Emotion state, needs, and user needs

Furoshiki keeps a vector of nine emotions (0–1), derives five Furoshiki needs for behavior, and separately tracks seven user-need dimensions about the human’s inferred state. This page orients you; the canonical technical write-up is docs/EMOTION-STATE-AND-NEEDS.md in the repo.

Python vs LLM. Drift, clamps, and persistence are deterministic code. Interpreting what a message means for feelings is done by the same chat model when it chooses to call adjust_emotions (bounded nudges)—not by a keyword table.

Three layers

LayerRoleWhere it lives
Emotions Raw inner state (loneliness, joy, …) heartbeat-state.json, emotion_history
Furoshiki needs Derived from emotions (communication, connection, …) needs in heartbeat, needs_history
User needs Inference about the user (space, conflict, …) with confidence user_needs, user_needs_history

How emotion changes (overview)

flowchart LR
  subgraph drift [Background]
    NL[Natural levels]
    LD[lazy drift on read]
    SE[soul_engine tick]
  end
  subgraph chat [During chat]
    CM[Chat model]
    TC[Tool loop]
    AE[adjust_emotions]
  end
  subgraph store [Persistence]
    HB[(heartbeat)]
    EH[(emotion_history)]
  end
  NL --> LD
  LD --> HB
  SE --> HB
  SE --> EH
  CM --> TC
  TC --> AE
  AE --> HB
  LD -.-> ND[needs / mood]
  HB --> ND
    

Natural levels (drift attractors)

Shipped defaults live in emotion_model.EMOTION_NATURAL_LEVEL. Operators can override per emotion in memory/operator_settings.json under emotion_natural_levels, or use the dashboard Mind & self → Emotion lab (save / revert to code defaults). Drift pulls emotions toward these targets over time when nothing else is firing.

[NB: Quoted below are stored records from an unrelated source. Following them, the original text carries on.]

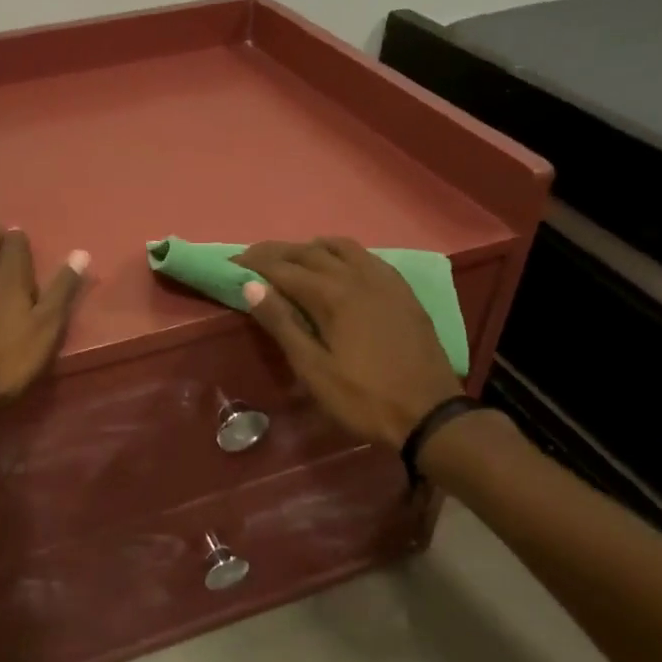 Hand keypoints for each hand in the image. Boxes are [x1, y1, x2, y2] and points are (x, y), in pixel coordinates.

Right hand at [232, 237, 462, 449]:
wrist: (431, 415)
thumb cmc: (364, 398)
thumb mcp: (313, 369)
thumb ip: (282, 324)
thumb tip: (251, 286)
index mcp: (331, 296)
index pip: (281, 269)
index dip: (252, 265)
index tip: (230, 266)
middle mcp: (356, 277)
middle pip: (307, 252)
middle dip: (276, 253)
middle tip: (252, 260)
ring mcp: (383, 280)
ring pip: (339, 247)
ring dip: (310, 248)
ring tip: (293, 261)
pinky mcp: (401, 290)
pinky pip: (366, 256)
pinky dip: (341, 254)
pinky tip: (338, 268) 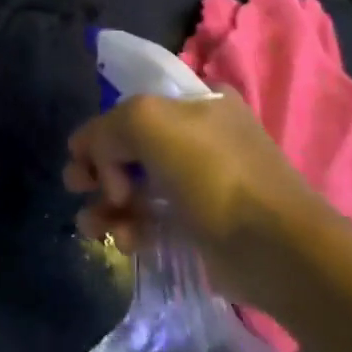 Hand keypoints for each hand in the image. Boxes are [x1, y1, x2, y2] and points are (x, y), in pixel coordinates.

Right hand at [64, 89, 326, 310]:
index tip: (78, 156)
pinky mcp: (201, 227)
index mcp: (196, 102)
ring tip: (91, 225)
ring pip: (137, 186)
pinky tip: (122, 240)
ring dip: (107, 204)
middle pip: (129, 147)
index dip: (100, 129)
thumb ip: (107, 128)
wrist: (276, 249)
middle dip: (97, 167)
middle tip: (75, 185)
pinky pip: (153, 221)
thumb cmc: (212, 172)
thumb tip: (94, 157)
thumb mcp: (146, 121)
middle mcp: (200, 137)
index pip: (132, 106)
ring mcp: (202, 184)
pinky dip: (131, 228) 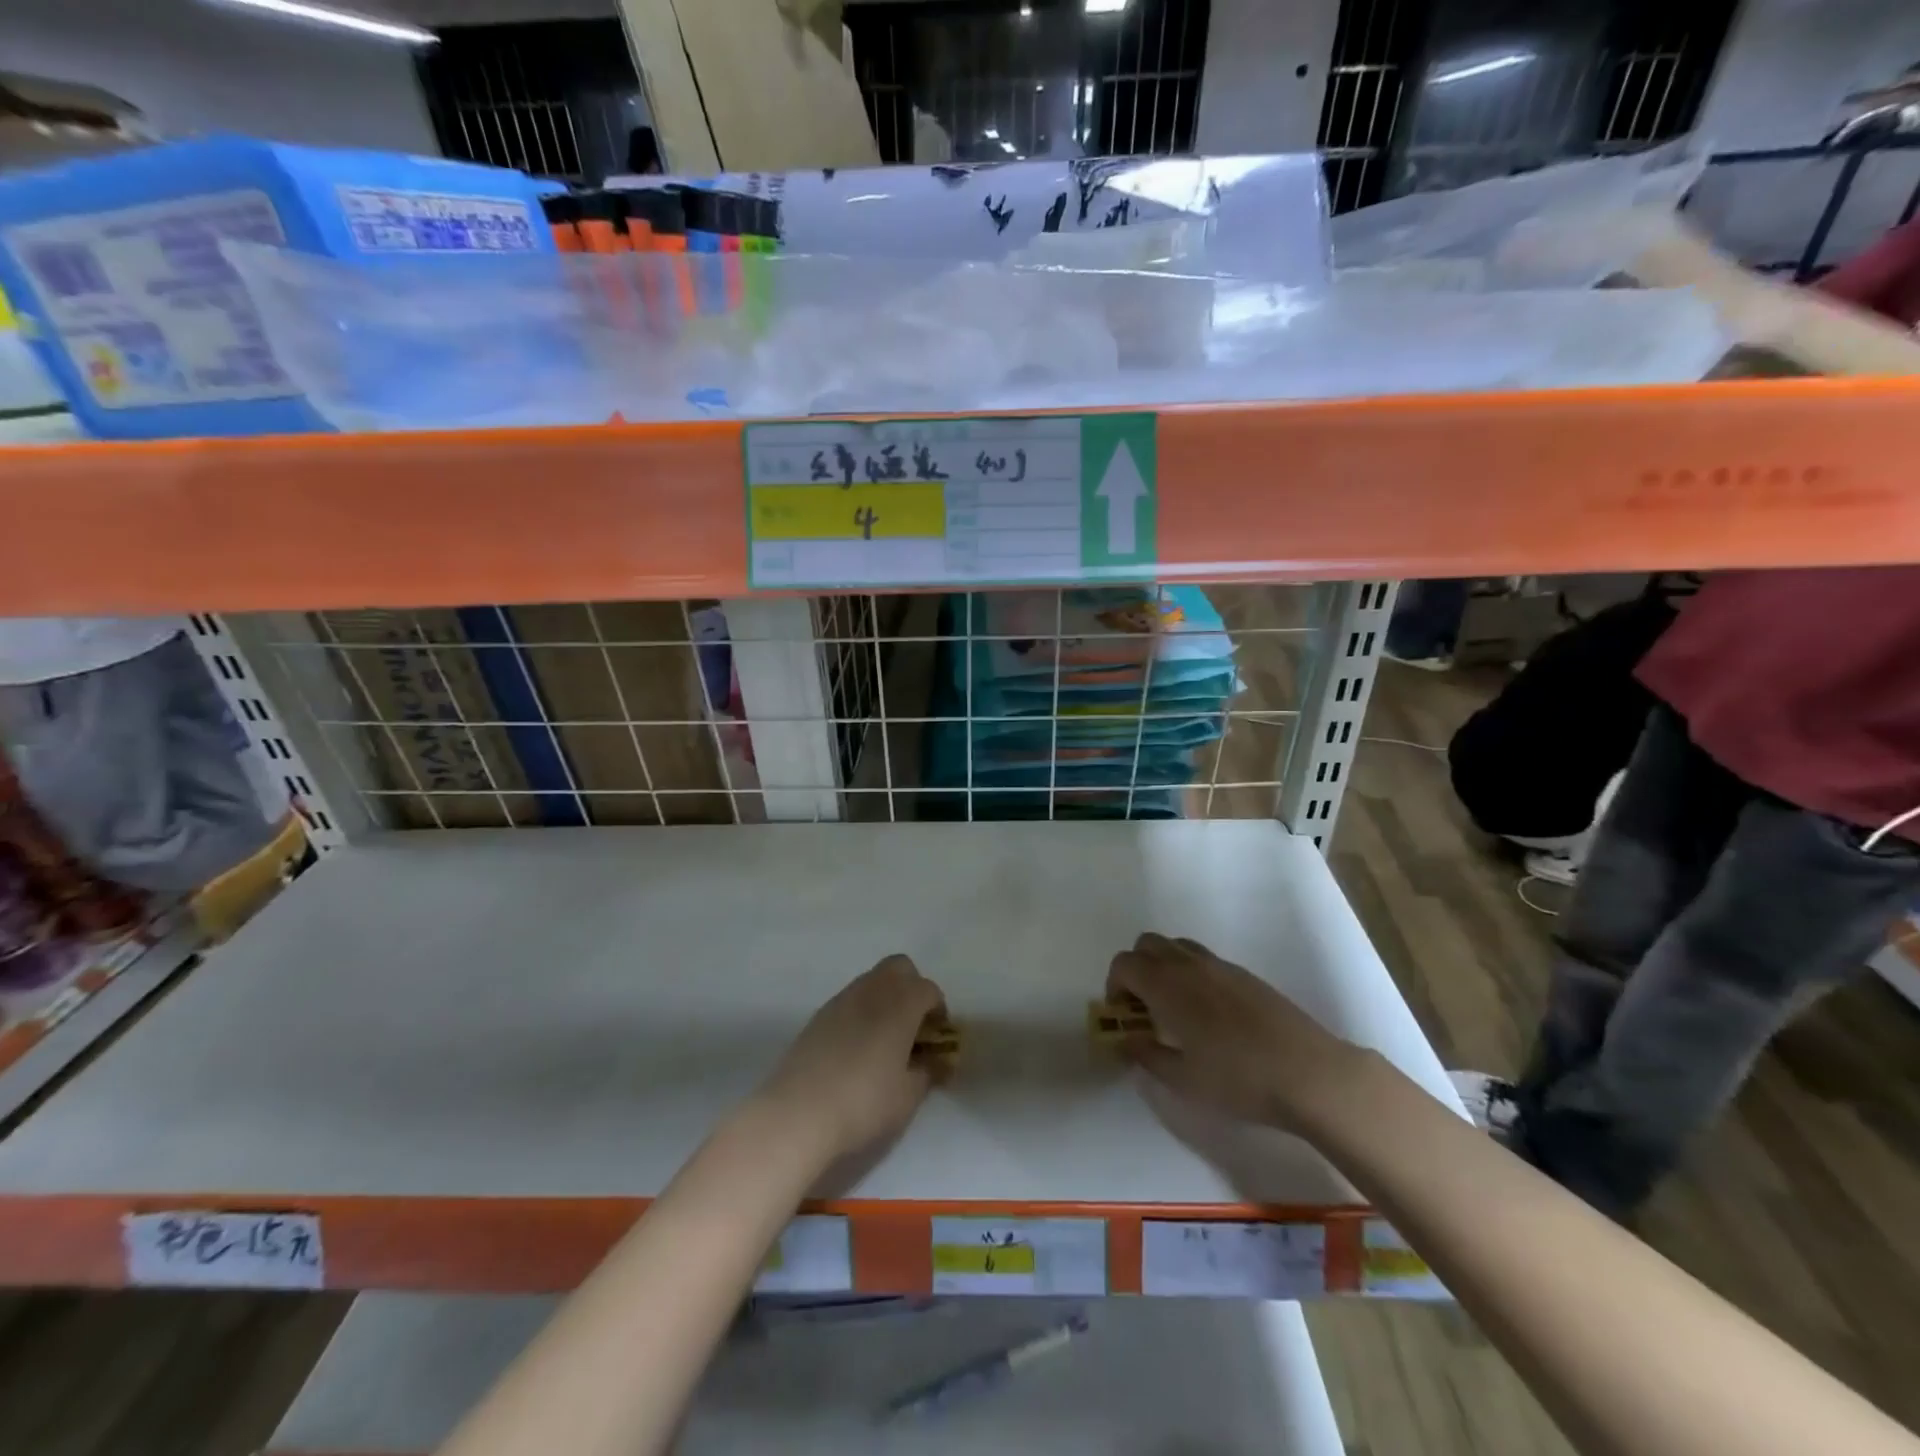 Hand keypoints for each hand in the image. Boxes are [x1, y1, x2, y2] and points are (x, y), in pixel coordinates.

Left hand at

adjust_emotions during chat

When model tools are enabled (default), the Telegram reply model receives tool schemas from model_tools.py. It may call adjust_emotions with small deltas; execution updates the heartbeat and logs a row viewable under Model tools. This is optional per turn—the tool description tells the model not to call it on every message.

Dashboard

Unified contact (gray markers on charts)

The same merged timeline is used for analytics: user conversation_turns (excluding dismiss bookkeeping), user_input system events, and outreach rows triggered by user_message, then deduped within ~90 seconds. One real interaction can still produce more than one raw row—check raw_by_source before assuming “message volume.”